High efficiency gene transfer and expression in normal murine B lymphocytes.

ABSTRACT

The introduction of new genetic information into hematopoietic cells offers a new approach for investigating the molecular events controlling differentiation. Retrovirus vectors have been used to transfer new genes with high efficiency into murine hematopoietic cells, primarily of the myeloid lineage. In this report, we show that vectors carrying the dominant, selectable gene for neomycin resistance (neo gene) can successfully infect normal murine B lymphocytes (CFU-B). The infected CFU-B formed colonies in vitro in high concentrations (750 micrograms/ml) of G418, a neomycin analogue.

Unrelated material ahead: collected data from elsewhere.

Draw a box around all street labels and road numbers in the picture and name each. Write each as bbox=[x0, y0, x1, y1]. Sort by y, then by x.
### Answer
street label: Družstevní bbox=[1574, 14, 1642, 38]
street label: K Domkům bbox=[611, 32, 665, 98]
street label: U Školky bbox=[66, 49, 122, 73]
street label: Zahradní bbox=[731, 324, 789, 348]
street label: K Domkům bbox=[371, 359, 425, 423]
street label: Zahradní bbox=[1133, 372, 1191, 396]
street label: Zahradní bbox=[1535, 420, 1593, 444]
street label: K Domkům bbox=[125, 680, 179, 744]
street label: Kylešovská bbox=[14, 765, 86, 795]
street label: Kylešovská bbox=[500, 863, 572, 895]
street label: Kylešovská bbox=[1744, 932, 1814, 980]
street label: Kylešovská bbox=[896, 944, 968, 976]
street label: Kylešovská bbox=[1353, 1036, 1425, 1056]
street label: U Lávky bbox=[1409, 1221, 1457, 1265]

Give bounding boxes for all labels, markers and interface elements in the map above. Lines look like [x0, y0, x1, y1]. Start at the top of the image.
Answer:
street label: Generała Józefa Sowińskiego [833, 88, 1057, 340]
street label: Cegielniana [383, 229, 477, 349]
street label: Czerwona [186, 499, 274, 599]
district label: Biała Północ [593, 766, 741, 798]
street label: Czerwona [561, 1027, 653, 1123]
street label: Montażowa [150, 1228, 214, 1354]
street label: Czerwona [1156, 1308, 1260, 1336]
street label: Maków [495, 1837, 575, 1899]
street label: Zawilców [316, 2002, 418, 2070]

That B lymphocytes contained the neo gene was confirmed by the findings that the putative B cell colonies growing in G418 contained antibody-producing cells and that the cells responding to the B cell mitogen, LPS, were resistant to G418. Infection of normal spleen cells with different vectors containing a variety of transcriptional regulatory sequences resulted in 7-40% of the CFU-B becoming G418 resistant. Introduction of the immunoglobulin heavy chain enhancer into NEO vectors appeared to augment the expression of the neo gene, since the level of G418 resistance was higher in B cells infected with a NEO vector containing the enhancer than in cells infected with a vector lacking the enhancer.